Permettez-moi de revenir sur une précédente chronique et de présenter mes plus humbles excuses aux professionnels du marketing que j’aurais pu offenser en déclarant qu’ils « n’étaient pas des gens comme nous » et en me gaussant de leurs campagnes de promotion. Je les imaginais cyniques et malfaisants, j’en découvre aujourd’hui les côtés cachés, la tendresse et les faiblesses qui en font finalement des êtres plutôt attachants.

J’éprouvais déjà une certaine sympathie pour le responsable marketing de Paysan Breton, auteur d’un mémorable éloge du gruyère râpé : « Les soins apportés à la fabrication de l’Emmental en font un véritable concentré de calcium et de protéines. Il allie avec bonheur une saveur douce et bienfaisante pour toute la famille ». Un tel homme ne peut pas être mauvais. Le marketing n’était pas sa voie, mais que voulez-vous, il faut bien manger. Et, si possible, autre chose que du gruyère râpé.

Du Nutella, par exemple. C’est un marché que beaucoup aimeraient grignoter. On ne pense jamais à ces choses-là quand on mange du Nutella, mais j’ai rencontré un commercial de Nesquik, l’autre jour, dans la presqu’île ibérique. Il confiait ses malheurs à une grosse dame en tailleur. Il sortait tout juste d’une sale affaire : le remplacement de Grokwik par Quiky avait été mal perçu par les enfants, et donc évidemment par tous les actionnaires. Ceux-ci s’étaient fâchés tout rouge, voulaient fabriquer du Nutella, pour étaler plein de bénéfices sur leurs tartines beurrées. Du moins, c’est ce que je comprenais, en écoutant leur conversation caché derrière mon Libé.
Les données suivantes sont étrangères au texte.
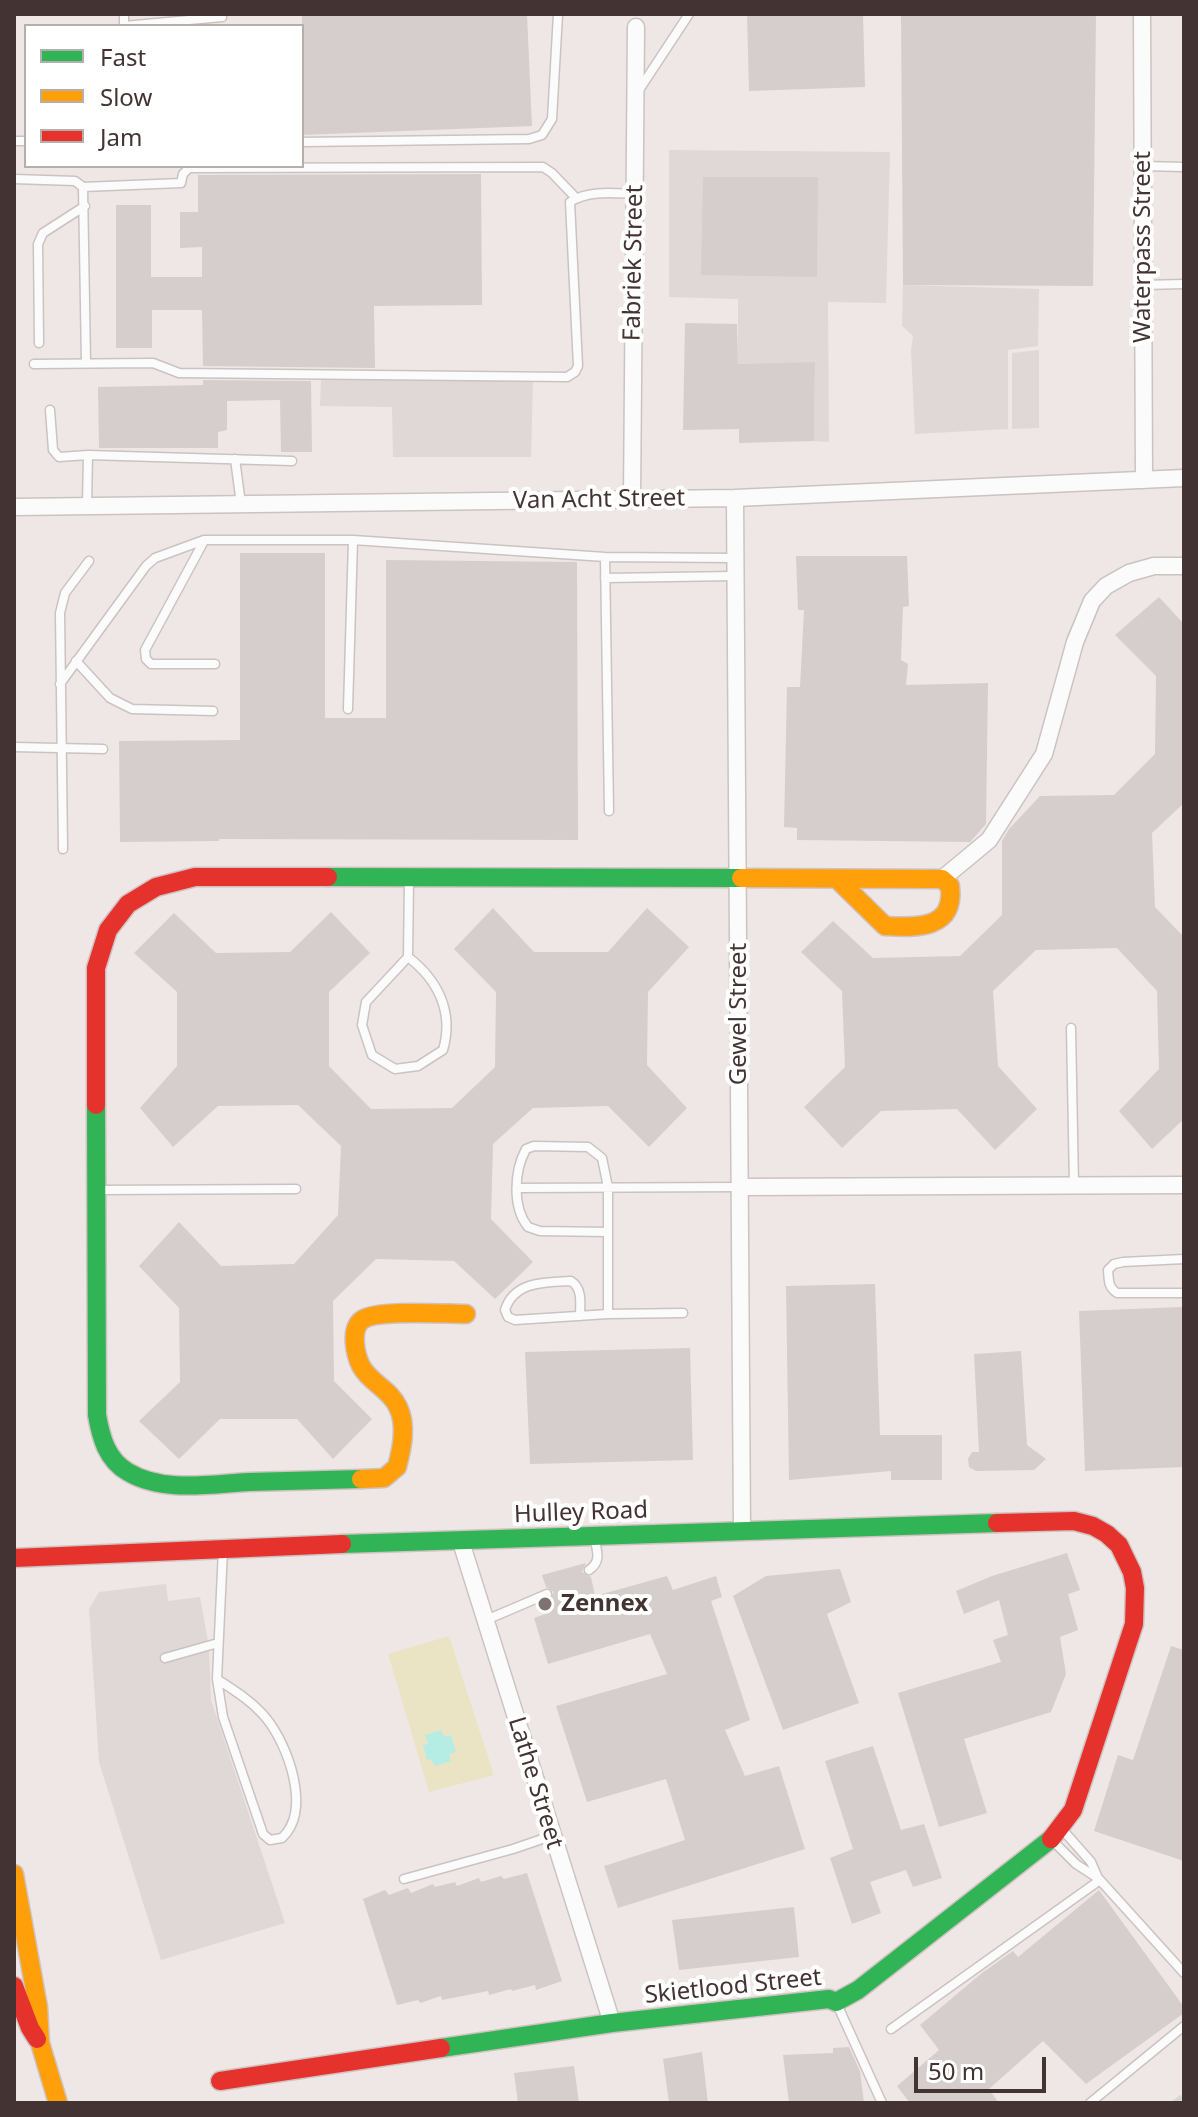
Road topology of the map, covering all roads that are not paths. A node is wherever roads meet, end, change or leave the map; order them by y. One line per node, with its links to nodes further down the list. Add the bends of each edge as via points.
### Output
1 (558, 14): 8 (lane, via 552,119 542,135)
2 (689, 14): 7 (lane)
3 (1142, 14): 9 (street, Waterpass Street)
4 (223, 19): 5 (lane)
5 (152, 24)
6 (636, 27): 7 (street, Fabriek Street)
7 (635, 96): 15 (street, Fabriek Street)
8 (304, 142)
9 (1143, 166): 10 (lane); 19 (street, Waterpass Street)
10 (1184, 167)
11 (189, 168): 14 (lane, via 181,183)
12 (304, 168): 16 (lane, via 543,167)
13 (14, 179): 14 (lane, via 75,181)
14 (83, 187): 17 (lane)
15 (635, 194): 16 (lane); 30 (street, Fabriek Street)
16 (576, 198): 21 (lane, via 569,210 578,366 567,377 179,373 153,363)
17 (85, 206): 20 (lane, via 43,233 38,244); 21 (lane)
18 (1184, 284): 19 (lane)
19 (1143, 285): 28 (street, Waterpass Street)
20 (39, 343)
21 (86, 363): 22 (lane)
22 (34, 364)
23 (50, 410): 24 (lane, via 55,456)
24 (88, 455): 25 (lane); 32 (lane)
25 (235, 459): 26 (lane); 31 (lane)
26 (292, 461)
27 (1184, 478): 28 (street, Van Acht Street)
28 (1144, 480): 29 (street, Van Acht Street)
29 (735, 498): 30 (street, Van Acht Street); 37 (street, Gewel Street)
30 (632, 499): 31 (street, Van Acht Street)
31 (241, 504): 32 (street, Van Acht Street)
32 (87, 506): 33 (street, Van Acht Street)
33 (14, 507)
34 (204, 540): 35 (lane); 42 (lane, via 146,566); 43 (lane, via 145,650 151,664)
35 (353, 540): 36 (lane); 45 (lane)
36 (605, 557): 37 (lane); 41 (lane)
37 (736, 558): 40 (street, Gewel Street)
38 (89, 561): 44 (lane, via 62,601)
39 (1184, 566): 53 (street, via 1129,573 1092,601 1044,754 984,846)
40 (736, 576): 41 (lane); 54 (street, Gewel Street)
41 (605, 578): 50 (lane)
42 (76, 661): 44 (lane); 46 (lane, via 110,698 132,709)
43 (215, 664)
44 (60, 684): 48 (lane)
45 (348, 709)
46 (213, 711)
47 (14, 747): 48 (lane)
48 (61, 747): 49 (lane); 51 (lane)
49 (103, 749)
50 (609, 811)
51 (63, 849)
52 (409, 879): 54 (street); 56 (lane); 64 (street, via 195,877 163,883 135,897 101,940 96,968)
53 (942, 879): 55 (street); 55 (street, via 952,897 943,917 922,926 891,927)
54 (739, 880): 55 (street); 61 (street, Gewel Street)
55 (838, 880)
56 (408, 957): 56 (lane, via 366,1002 362,1025 372,1055 395,1069 418,1066 443,1050 449,1031 443,1001 426,971)
57 (1071, 1028): 58 (lane)
58 (1074, 1185): 59 (street); 61 (street)
59 (1184, 1185)
60 (608, 1187): 61 (lane); 62 (lane); 62 (lane, via 596,1151 534,1146 522,1157); 65 (lane)
61 (740, 1187): 72 (street, Gewel Street)
62 (517, 1188): 65 (lane, via 518,1208 528,1227)
63 (296, 1189): 64 (lane)
64 (97, 1190): 69 (street, via 99,1431 111,1458 141,1481 174,1485 384,1478 397,1467 402,1422 399,1407 360,1364 358,1325 383,1314)
65 (608, 1232): 70 (lane)
66 (1184, 1259): 67 (lane, via 1123,1262 1108,1270 1111,1289 1117,1293)
67 (1184, 1293)
68 (683, 1313): 70 (lane)
69 (466, 1314)
70 (608, 1314): 71 (lane)
71 (580, 1316): 71 (lane, via 515,1320 505,1310 527,1285 571,1281 578,1286)
72 (742, 1530): 73 (street, Hulley Road); 77 (street, Hulley Road, via 1074,1521 1105,1531)
73 (594, 1536): 74 (street, Hulley Road); 78 (lane, via 598,1558)
74 (461, 1542): 75 (street, Hulley Road); 80 (street, Lathe Street)
75 (223, 1548): 76 (street, Hulley Road); 81 (lane)
76 (14, 1558)
77 (1130, 1564): 84 (street, Skietlood Street, via 1136,1596 1131,1636 1073,1810)
78 (589, 1570)
79 (547, 1594): 80 (lane)
80 (485, 1620): 85 (street, Lathe Street)
81 (218, 1643): 82 (lane); 83 (lane)
82 (165, 1658)
83 (217, 1679): 83 (lane, via 265,1717 292,1773 297,1797 282,1838 270,1840 263,1834 223,1717)
84 (1056, 1834): 88 (lane, via 1076,1864); 88 (lane, via 1091,1862); 91 (street, Skietlood Street, via 868,1983)
85 (551, 1836): 87 (lane); 92 (street, Lathe Street)
86 (14, 1874): 95 (street)
87 (404, 1879)
88 (1099, 1879): 89 (lane); 94 (lane)
89 (1184, 1973)
90 (14, 1986): 95 (street)
91 (836, 2002): 92 (street, Skietlood Street); 98 (lane)
92 (612, 2023): 96 (street, Skietlood Street)
93 (1184, 2026): 99 (lane)
94 (891, 2029)
95 (40, 2043): 97 (street)
96 (220, 2081)
97 (58, 2103)
98 (882, 2103)
99 (1090, 2103)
Le commercial soupirait : faire du Nutella, ce n’est pas si simple que ça. La grosse dame opinait. Le commercial expliquait « le test produit ne s’est pas bien passé ». La pâte était trop fluide : la sanction est tombée. Sur la cravate du directeur, une tache de chocolat. Il y avait eu un froid. On ne pouvait pas vendre une pâte qui tombait sur les cravates. Surtout si par malheur un actionnaire venait à en manger. Le directeur en avait frissonné ; le commercial se sentait mal à cette idée. Il se souvenait qu’il était flexible, externalisable à souhait. Il avait envie de pleurer.

Et moi, je plaignais sincèrement cet homme, dans son costume de velours beige élimé, avec son air accablé : songez que son avenir dépend de la pâte chocolatée que vous ingurgitez. Tels sont les effets de la concurrence, tels sont les effets du progrès.